Senate appropriators advanced funding levels for fiscal ’24 USDA and FDA spending, veering from House GOP efforts to make deeper cuts than those President Biden agreed to in the earlier debt limit deal.

700 million more for USDA and FDA than House levels, including more for Ag research and food safety, WIC, and full funding for SNAP with no new work requirements—a key difference from the House GOP proposal.

Senate Appropriations Chair Patty Murray (D-WA); “We cannot have strong communities if families can’t put food on the table, or kids go hungry.”
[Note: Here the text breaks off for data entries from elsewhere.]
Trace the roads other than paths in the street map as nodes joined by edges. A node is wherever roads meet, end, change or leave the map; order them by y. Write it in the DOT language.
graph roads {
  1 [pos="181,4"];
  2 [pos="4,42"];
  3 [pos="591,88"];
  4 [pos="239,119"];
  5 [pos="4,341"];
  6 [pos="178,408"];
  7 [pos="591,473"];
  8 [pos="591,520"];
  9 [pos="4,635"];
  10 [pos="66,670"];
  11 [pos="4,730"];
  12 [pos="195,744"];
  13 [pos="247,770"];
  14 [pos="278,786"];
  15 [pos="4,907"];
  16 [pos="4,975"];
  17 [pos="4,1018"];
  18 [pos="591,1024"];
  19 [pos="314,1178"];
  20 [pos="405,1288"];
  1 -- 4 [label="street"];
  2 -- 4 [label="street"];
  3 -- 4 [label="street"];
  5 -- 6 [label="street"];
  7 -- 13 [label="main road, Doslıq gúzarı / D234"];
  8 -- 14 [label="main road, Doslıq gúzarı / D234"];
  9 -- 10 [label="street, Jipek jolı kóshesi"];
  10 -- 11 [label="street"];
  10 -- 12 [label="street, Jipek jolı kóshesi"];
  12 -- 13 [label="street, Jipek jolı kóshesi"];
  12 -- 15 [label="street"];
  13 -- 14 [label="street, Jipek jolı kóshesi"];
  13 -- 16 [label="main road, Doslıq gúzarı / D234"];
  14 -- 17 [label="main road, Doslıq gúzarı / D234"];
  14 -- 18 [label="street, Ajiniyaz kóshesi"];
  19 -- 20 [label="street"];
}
But Ag Appropriations top Republican John Hoeven (R-ND) says nutrition increases squeezed other spending, forcing tough choices for ag-related programs. Hoeven; “We focused on things that we believe are priorities, starting with things like ag research, which has been so incredibly important for America’s farmers and ranchers…making sure that we maintained adequate staffing at both FSA and also at RMA to make sure that the countercyclical safety net and the crop insurance is out there supporting farmers and ranchers across this country.”

Supports that could be hard to boost in the five-year farm bill, also squeezed by the GOP-Biden debt limit deal that could punish delays now and down the road.

Senator Susan Collins (R-ME) added; “Even more problematic, the debt ceiling law includes an automatic cut that could occur, if all 12 appropriations bills are not passed by the end of the year. We simply cannot allow those indiscriminate cuts to be triggered.

But avoiding that will be tough. House Speaker Kevin McCarthy’s already committed to his conservative wing to cut FY ’24 spending to FY ’22 levels—not this year’s agreed to in the debt deal.